United States District Court, E.D. North Carolina, Western Division
Mar 30, 2011
NO. 5:10-CV-60-WW (E.D.N.C. Mar. 30, 2011)

Opinion

NO. 5:10-CV-60-WW.

March 30, 2011


ORDER


This cause comes before the undersigned upon Defendant's motion to dismiss (DE-24). Plaintiff has not responded to this motion, and the time for doing so has expired. Accordingly, this matter is now ripe for adjudication. For the following reasons, Defendant's motion to dismiss (DE-24) is GRANTED.
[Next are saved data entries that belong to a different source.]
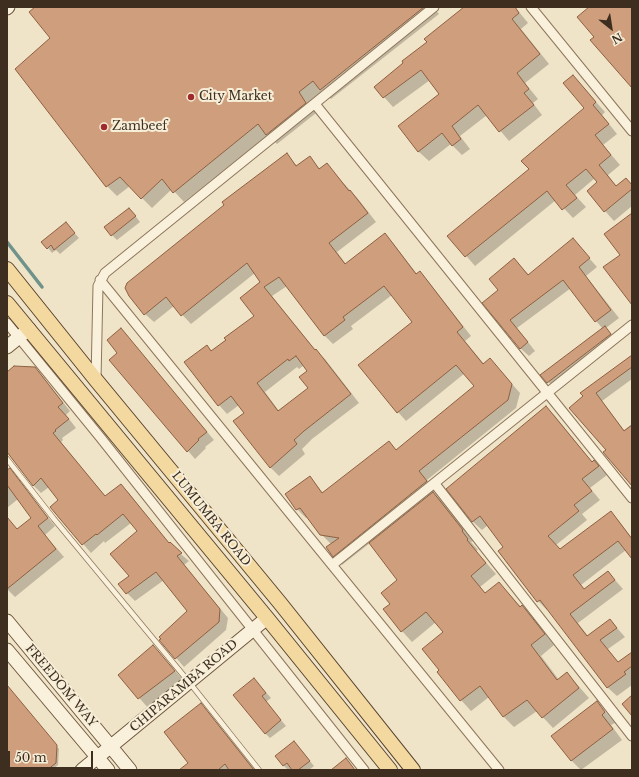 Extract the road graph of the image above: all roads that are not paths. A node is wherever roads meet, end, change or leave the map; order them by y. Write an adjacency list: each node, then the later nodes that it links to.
1 (434, 7): 3 (street)
2 (531, 7): 4 (street)
3 (315, 104): 6 (street); 13 (street)
4 (632, 131)
5 (7, 269): 12 (main road, LUMUMBA ROAD)
6 (100, 280): 12 (street); 17 (street)
7 (7, 303): 10 (main road, LUMUMBA ROAD)
8 (7, 323): 10 (street)
9 (632, 325): 13 (street)
10 (24, 333): 11 (main road); 18 (main road, LUMUMBA ROAD); 20 (street)
11 (7, 347)
12 (96, 380): 32 (main road, LUMUMBA ROAD)
13 (547, 394): 15 (street); 16 (street)
14 (7, 459): 22 (lane)
15 (435, 484): 17 (street); 23 (street)
16 (632, 498)
17 (332, 565): 33 (street)
18 (267, 618): 20 (main road, CHIPARAMBA ROAD); 31 (main road, LUMUMBA ROAD)
19 (7, 621): 24 (main road, FREEDOM WAY)
20 (253, 629): 22 (main road, CHIPARAMBA ROAD); 30 (street)
21 (7, 650): 25 (main road, FREEDOM WAY)
22 (188, 682): 24 (main road, CHIPARAMBA ROAD); 29 (lane)
23 (632, 736)
24 (111, 747): 25 (main road, CHIPARAMBA ROAD); 28 (main road, FREEDOM WAY)
25 (97, 757): 26 (main road, CHIPARAMBA ROAD); 27 (main road, FREEDOM WAY)
26 (82, 770)
27 (108, 770)
28 (130, 770)
29 (258, 770)
30 (364, 770)
31 (390, 770)
32 (413, 770)
33 (499, 770)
Plaintiff has filed a separate motion for summary judgment (DE-25). The memorandum in support of that motion (DE-26) addresses the issues raised by Defendant.

I. Background

Plaintiff filed his Complaint on February 19, 2010 (DE-1). In this action Plaintiff seeks injunctive relief, attorney's fees, litigation expenses, and costs pursuant to the Americans with Disabilities Act ("ADA"), 42 U.S.C. § 12181 et seq. The ADA prohibits discrimination by covered entities against qualified individuals with a disability. A disability is defined as: "A) a physical or mental impairment that substantially limits one or more of the major life activities of such individual; (B) a record of such an impairment; or (C) being regarded as having such an impairment." 42 U.S.C. § 12102(2). Plaintiff is a qualified individual with a disability within the meaning of the ADA. Specifically, "Plaintiff is mobility impaired and is bound to ambulate in a wheelchair" (DE-1, pg. 1).
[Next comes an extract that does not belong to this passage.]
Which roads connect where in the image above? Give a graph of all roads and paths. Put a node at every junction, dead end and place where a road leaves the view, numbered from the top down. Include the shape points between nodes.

Plaintiff, who is a Florida resident, asserts that he "visited the . . . [Hampton Inn Raleigh, owned by Defendant which is located in Raleigh, North Carolina] and plans to return to the property to avail himself of the goods and services offered to the public at the property, and to determine whether the property has been made ADA compliant" (DE-1, pg. 1-2). The precise date of this visit is not provided, nor is his intent to return to the property specifically described. Moreover, Defendant's property is located more than 700 miles away from Plaintiff's residence (DE-28, pg. 2). However, Plaintiff contends that he is a "tester for the purpose of asserting his civil rights and monitoring, ensuring, and determining whether places of public accommodation are in compliance with the ADA." (DE-1, pg. 2).

Defendant owns, leases, leases to, or operates a place of public accommodation and is therefore responsible for complying with the obligations of the ADA. Id. See also, 42 U.S.C. § 12182 ("[n]o individual shall be discriminated against on the basis of disability in the full and equal enjoyment of the goods, services, facilities, privileges, . . . or accommodations of any place of public accommodation by any person who owns, leases (or leases to), or operates a place of public accommodation").

While staying at Defendant's place of public accommodation, Plaintiff contends that he encountered architectural barriers which discriminate against him on the basis of his disability and have endangered his safety. Id. In general, Plaintiff argues that Defendant failed to provide ADA-compliant: 1) parking and loading zones; 2) routes from the parking and loading zone to the building entrance(s); 3) guestrooms and suites; and 4) access to goods and services and maintenance of accessible features. Id. at 3-5. Ultimately, however, Plaintiff states that an inspection of the property is required to fully ascertain the noncompliant areas. Id. at 5.

II. Analysis

Defendant brings the instant motion to dismiss pursuant to Rule 12(b)(1) and 12(b)(6) of the Federal Rules of Civil Procedure.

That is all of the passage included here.